» **Exercise description**:
Using the listing below, copy exactly the lines from the one containing "thumb cmc: (255, 231)" to the one containing "pinky tip: (211, 289)", both lines included, and no others.

--

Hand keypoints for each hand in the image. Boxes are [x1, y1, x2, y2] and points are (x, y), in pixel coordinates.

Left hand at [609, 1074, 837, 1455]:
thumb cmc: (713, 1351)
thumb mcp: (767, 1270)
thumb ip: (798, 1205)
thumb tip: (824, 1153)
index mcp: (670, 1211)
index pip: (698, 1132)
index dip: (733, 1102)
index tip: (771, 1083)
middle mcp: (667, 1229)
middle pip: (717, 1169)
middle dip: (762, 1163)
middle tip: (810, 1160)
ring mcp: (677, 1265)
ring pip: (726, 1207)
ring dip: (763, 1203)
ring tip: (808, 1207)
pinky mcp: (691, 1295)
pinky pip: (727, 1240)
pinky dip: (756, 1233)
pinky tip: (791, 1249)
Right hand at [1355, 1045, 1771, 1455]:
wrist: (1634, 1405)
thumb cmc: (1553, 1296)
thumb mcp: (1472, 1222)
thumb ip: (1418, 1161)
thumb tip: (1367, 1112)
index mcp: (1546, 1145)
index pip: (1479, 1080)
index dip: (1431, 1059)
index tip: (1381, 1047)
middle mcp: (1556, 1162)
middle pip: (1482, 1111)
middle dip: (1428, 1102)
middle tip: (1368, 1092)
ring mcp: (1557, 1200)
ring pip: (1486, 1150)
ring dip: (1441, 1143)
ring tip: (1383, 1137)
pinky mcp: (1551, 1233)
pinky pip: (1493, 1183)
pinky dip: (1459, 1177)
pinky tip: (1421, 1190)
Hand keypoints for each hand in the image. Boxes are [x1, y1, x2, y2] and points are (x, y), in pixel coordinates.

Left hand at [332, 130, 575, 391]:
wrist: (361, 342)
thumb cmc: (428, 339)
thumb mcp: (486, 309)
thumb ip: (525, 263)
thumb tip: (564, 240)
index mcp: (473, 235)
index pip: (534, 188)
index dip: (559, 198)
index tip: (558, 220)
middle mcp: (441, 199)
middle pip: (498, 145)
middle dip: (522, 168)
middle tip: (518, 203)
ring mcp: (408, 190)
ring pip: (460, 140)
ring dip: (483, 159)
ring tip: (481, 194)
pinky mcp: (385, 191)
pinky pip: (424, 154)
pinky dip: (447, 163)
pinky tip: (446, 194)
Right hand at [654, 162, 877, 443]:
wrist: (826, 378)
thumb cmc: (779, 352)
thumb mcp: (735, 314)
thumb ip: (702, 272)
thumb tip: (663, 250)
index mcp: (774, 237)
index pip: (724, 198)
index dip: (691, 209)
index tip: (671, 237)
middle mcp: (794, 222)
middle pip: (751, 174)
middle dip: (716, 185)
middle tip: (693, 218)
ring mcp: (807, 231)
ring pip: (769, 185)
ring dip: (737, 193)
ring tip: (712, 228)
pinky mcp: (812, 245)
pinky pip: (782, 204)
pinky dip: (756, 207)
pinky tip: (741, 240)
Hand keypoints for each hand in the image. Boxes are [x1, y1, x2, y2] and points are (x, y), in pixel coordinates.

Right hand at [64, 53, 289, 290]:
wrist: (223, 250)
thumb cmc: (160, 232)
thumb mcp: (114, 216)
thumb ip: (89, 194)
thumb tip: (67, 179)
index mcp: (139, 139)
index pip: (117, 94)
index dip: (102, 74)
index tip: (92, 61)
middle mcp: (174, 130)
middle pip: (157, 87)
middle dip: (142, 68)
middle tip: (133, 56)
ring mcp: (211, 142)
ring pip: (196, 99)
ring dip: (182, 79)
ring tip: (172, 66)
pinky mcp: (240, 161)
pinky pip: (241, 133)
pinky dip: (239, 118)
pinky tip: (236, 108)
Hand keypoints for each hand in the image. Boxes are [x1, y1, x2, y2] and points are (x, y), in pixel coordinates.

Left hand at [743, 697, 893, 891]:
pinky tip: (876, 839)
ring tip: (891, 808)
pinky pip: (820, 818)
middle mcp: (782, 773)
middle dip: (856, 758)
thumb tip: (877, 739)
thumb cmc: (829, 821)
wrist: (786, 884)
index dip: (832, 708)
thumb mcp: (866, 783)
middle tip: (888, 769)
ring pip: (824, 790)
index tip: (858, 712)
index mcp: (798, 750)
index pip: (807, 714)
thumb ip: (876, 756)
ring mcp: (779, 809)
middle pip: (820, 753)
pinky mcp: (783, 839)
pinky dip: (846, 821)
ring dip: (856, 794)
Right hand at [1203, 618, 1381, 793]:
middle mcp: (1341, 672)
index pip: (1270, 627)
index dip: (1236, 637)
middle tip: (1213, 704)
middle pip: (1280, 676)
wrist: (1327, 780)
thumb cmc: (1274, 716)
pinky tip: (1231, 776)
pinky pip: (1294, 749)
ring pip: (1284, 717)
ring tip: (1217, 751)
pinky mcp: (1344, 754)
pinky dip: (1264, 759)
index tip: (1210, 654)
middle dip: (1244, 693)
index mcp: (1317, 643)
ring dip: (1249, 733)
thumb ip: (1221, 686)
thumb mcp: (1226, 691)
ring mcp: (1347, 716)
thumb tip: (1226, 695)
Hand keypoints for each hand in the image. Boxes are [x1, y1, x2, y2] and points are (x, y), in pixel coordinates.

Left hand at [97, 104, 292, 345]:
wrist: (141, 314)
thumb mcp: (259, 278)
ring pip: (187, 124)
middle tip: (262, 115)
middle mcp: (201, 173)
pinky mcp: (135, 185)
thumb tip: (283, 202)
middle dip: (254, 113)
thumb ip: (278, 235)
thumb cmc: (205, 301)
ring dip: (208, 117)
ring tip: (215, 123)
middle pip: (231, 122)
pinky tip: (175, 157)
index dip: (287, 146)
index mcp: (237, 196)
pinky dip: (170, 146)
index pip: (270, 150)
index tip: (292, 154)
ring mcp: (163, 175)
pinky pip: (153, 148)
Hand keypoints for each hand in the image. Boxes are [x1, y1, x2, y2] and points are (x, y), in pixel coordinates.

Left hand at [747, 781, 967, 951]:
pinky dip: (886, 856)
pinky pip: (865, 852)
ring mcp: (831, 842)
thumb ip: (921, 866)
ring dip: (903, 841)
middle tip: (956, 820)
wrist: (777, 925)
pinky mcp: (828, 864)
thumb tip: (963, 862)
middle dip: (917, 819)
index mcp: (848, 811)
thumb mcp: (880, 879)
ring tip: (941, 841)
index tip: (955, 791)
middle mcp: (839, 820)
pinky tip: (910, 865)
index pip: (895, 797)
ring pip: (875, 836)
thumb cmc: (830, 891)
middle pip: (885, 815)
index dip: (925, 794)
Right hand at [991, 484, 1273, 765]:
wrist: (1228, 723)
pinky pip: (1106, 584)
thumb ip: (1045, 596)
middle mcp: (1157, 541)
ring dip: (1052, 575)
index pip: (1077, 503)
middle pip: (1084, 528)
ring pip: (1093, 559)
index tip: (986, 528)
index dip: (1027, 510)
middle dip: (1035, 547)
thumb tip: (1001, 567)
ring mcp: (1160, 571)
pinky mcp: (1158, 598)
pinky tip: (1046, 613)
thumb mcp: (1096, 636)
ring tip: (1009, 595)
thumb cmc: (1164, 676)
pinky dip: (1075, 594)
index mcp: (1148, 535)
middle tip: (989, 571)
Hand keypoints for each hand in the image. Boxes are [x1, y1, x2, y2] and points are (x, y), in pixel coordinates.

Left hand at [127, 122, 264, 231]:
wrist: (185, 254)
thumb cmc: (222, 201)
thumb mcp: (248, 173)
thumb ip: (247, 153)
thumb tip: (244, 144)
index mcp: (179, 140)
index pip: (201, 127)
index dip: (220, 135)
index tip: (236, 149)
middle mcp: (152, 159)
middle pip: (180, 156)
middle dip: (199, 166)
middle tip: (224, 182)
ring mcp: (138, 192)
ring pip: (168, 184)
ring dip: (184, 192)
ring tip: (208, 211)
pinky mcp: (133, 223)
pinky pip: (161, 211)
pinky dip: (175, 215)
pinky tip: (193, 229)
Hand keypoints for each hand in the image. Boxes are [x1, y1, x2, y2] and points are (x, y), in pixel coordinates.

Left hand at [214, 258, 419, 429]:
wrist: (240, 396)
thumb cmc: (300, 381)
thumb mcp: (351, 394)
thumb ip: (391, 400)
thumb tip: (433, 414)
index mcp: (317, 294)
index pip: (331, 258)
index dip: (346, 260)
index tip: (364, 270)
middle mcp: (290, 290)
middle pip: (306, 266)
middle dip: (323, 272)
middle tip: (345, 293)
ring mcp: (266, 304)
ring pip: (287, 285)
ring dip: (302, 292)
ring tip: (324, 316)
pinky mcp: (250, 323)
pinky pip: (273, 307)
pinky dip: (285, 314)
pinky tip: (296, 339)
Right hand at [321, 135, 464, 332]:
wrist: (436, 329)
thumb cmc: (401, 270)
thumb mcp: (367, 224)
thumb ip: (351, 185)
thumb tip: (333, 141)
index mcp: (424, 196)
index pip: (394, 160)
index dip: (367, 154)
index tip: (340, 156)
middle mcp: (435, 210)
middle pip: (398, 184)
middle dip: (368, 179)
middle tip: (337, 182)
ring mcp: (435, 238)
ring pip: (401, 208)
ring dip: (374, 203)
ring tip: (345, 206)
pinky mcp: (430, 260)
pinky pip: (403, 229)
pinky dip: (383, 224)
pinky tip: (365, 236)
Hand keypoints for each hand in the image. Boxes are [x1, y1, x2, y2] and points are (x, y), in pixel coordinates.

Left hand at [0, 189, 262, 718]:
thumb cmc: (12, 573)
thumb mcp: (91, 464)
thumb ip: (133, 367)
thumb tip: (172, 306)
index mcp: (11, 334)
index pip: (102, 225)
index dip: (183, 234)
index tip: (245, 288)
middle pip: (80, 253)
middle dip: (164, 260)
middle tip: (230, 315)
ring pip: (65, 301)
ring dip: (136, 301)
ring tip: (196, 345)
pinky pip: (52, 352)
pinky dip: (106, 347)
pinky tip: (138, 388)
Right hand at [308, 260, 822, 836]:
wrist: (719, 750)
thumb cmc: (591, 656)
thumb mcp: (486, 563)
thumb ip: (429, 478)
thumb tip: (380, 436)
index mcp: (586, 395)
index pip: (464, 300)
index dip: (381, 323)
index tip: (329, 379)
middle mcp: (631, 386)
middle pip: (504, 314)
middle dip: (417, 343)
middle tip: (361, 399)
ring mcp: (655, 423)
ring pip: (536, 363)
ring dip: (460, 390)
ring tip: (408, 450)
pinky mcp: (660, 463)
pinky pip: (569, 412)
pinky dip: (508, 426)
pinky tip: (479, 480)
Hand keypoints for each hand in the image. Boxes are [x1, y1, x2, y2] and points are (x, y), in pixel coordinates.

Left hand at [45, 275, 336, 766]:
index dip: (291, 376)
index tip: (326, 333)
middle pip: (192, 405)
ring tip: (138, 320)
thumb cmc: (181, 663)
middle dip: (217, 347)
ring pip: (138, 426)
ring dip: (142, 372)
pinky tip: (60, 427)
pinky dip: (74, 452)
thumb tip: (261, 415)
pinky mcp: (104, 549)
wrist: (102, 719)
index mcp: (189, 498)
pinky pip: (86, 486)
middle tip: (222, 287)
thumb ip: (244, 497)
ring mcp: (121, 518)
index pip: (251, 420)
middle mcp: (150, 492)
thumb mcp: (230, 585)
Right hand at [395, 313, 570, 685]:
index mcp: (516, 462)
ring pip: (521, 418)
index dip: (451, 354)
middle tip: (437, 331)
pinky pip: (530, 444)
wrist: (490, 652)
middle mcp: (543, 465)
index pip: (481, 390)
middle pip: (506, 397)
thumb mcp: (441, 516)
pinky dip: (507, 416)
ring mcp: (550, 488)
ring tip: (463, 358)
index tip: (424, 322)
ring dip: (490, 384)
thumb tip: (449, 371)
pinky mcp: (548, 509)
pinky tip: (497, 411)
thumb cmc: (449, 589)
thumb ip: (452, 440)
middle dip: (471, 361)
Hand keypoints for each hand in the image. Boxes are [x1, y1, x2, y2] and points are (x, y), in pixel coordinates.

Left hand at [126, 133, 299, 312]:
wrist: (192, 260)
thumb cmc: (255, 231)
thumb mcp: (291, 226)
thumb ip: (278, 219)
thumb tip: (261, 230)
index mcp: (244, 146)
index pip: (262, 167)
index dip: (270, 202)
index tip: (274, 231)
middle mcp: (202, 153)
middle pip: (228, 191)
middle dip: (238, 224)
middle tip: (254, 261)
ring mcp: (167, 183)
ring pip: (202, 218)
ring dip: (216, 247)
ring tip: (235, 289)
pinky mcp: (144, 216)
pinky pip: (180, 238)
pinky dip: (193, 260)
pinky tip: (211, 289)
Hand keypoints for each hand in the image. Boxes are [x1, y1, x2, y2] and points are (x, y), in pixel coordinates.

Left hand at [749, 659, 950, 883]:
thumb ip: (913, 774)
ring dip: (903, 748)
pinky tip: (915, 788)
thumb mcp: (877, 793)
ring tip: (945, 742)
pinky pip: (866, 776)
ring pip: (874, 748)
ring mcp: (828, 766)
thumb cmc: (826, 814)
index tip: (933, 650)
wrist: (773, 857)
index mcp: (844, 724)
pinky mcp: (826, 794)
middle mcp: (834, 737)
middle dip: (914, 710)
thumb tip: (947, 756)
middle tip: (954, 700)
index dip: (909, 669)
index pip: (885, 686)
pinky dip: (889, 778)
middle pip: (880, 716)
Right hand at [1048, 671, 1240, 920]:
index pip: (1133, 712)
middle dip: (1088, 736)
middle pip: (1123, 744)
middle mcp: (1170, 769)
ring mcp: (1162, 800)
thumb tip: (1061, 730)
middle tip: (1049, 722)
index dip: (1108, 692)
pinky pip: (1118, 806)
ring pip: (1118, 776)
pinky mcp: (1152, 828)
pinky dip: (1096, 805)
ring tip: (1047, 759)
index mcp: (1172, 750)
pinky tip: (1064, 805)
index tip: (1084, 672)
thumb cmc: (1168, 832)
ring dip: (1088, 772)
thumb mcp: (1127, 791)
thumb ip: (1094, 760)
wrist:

--

» **Response for this exercise**:
thumb cmc: (255, 231)
thumb mcp: (291, 226)
thumb ip: (278, 219)
thumb tip: (261, 230)
index mcp: (244, 146)
index pip: (262, 167)
index dip: (270, 202)
index tip: (274, 231)
middle mcp: (202, 153)
middle pip: (228, 191)
middle dip: (238, 224)
middle tip: (254, 261)
ring mcp: (167, 183)
ring pip: (202, 218)
ring dip: (216, 247)
ring tip: (235, 289)
pinky mcp: (144, 216)
pinky pip: (180, 238)
pinky dip: (193, 260)
pinky tip: (211, 289)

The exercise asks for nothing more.